Questa potrebbe essere l’occasione per rimettere in discussione l’esistenza dell’intramoenia negli ospedali pubblici e smetterla con questa commistione di interessi contrapposti fra azienda e professionisti.
Sarebbe bene che i dipendenti del servizio pubblico facessero soltanto i dipendenti del servizio pubblico.
Se vogliono fare attività libero professionale privata, lascino il posto pubblico. In qualunque settore economico il loro comportamento sarebbe classificato come concorrenza sleale al proprio datore di lavoro e sanzionato con il licenziamento in tronco per giusta causa.
Mi spiego meglio: un medico del SSN che svia clienti dal pubblico per dirottarli sugli studi privati mette in atto un chiaro comportamento sleale nei confronti della struttura pubblica che eroga lo stesso servizio nell’ambito del SSN, che è il suo datore di lavoro.
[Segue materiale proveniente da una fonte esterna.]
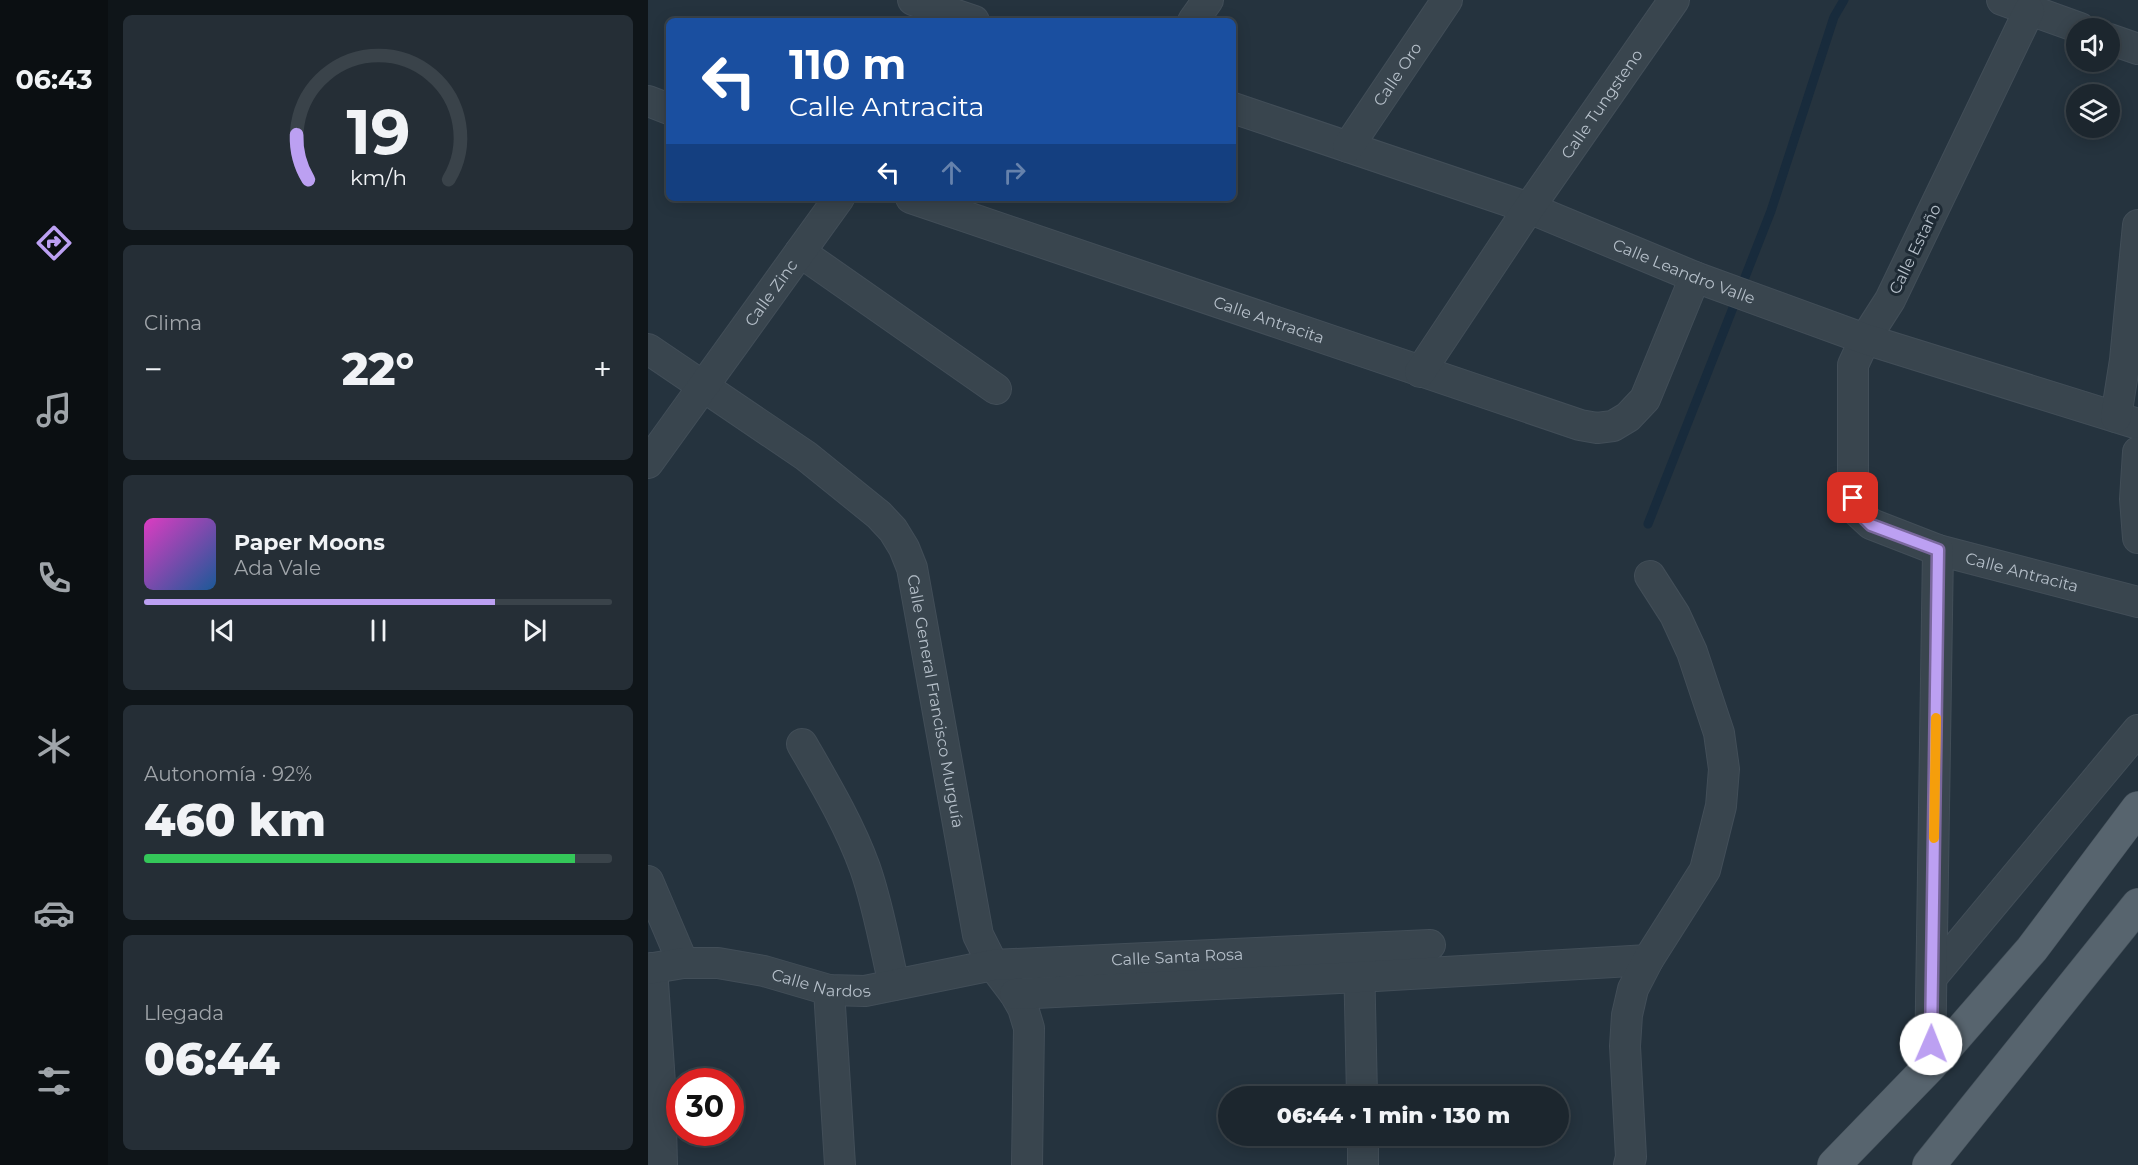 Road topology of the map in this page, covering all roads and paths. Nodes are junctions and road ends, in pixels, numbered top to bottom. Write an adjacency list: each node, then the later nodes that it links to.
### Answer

Questa pratica è ampiamente diffusa. Quante volte vi hanno detto in ospedale: “Qui la lista d’attesa è lunga. Venga al mio studio privato”, oppure “se vuole la opero in clinica privata” sottintendendo un trattamento di favore in questo secondo caso?
Ai medici fa comodo utilizzare l’ospedale per procurarsi clienti da spremere nell’attività privata. Ma questo significa sottrarre utenti al Servizio Sanitario Nazionale, ossia fare concorrenza al prioprio datore di lavoro.
Russo in camicia nera e zuava.
Rileggendo questo articolo, mi accorgo dell’incongruenza del mio commento delle 12,48 di ieri, con quanto si legge. Disattenzione nell’impostare? Chiedo scusa comunque.
Con l’occasione sottoscrivo quanto detto da P3 N60, e manifesto la mia massima indignazione per una situazione che disonora attori sia attivi che passivi.